Instrument Development and Data Analysis for LIGO
Louisiana State University, Baton Rouge LA
Investigators
Abstract
The next few years will be very exciting in gravitational wave physics. In 2015-18, the Advanced LIGO detectors will produce data in the first Observing Runs, with increasing sensitivity and likelihood of the first direct detection of the gravitational waves predicted by Einstein's theory of General Relativity. The expected first detected signals will be from neutron stars coalescing to form a black hole, a cataclysmic astrophysical event. Other possible signals from the coalescence of two black holes into a larger one, and from the merging of a neutron star and a black hole, would lead to great astronomical insights of the existence and features of black holes in the Universe. This group's activities focus on aspects of improvement of the Advanced LIGO detectors and the characterization of data from the Advanced LIGO interferometer. These efforts are fully integrated with those of the LIGO Scientific Collaboration (LSC), and are especially integrated with the activities of the LIGO Livingston Observatory, since that Observatory is located only 30 miles from the LSU campus. The LSU group will pursue research activities in two main topics, all coordinated with the LSC and key to the detection of gravitational waves with the Advanced LIGO detectors.

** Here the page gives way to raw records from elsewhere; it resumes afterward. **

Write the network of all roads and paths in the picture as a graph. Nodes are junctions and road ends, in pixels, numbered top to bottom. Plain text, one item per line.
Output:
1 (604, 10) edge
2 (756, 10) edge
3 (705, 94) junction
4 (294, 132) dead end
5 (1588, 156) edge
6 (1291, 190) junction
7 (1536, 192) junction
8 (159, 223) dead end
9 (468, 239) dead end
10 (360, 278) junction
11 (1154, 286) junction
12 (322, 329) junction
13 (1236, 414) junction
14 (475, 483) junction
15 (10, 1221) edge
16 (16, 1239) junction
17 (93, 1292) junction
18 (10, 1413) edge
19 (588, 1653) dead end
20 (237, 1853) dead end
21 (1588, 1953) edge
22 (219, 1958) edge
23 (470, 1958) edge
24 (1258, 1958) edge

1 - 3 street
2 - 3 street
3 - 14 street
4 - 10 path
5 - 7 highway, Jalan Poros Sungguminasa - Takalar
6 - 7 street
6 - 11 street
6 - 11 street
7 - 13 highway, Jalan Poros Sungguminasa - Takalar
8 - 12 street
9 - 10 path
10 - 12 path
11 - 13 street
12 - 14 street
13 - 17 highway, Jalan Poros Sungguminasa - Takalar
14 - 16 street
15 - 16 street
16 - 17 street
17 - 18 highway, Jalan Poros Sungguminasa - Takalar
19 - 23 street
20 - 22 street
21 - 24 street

One is detector improvement: diagnosing and improving the detector's noise spectral density, data quality and instrument artifacts; calibration of the detector, including error budget and cross validation with different methods; environmental monitoring and effect mitigation; and diagnosing and reduction of transients in suspended test masses. The second is the characterization of the detectors' data: identifying and vetoing instrumental artifacts; developing quantitative statistical methods to use the result of "follow up investigations" of gravitational wave candidates to measure confidence in their astrophysical nature, and reduce the possibility that they may be due to rare instrumental artifacts.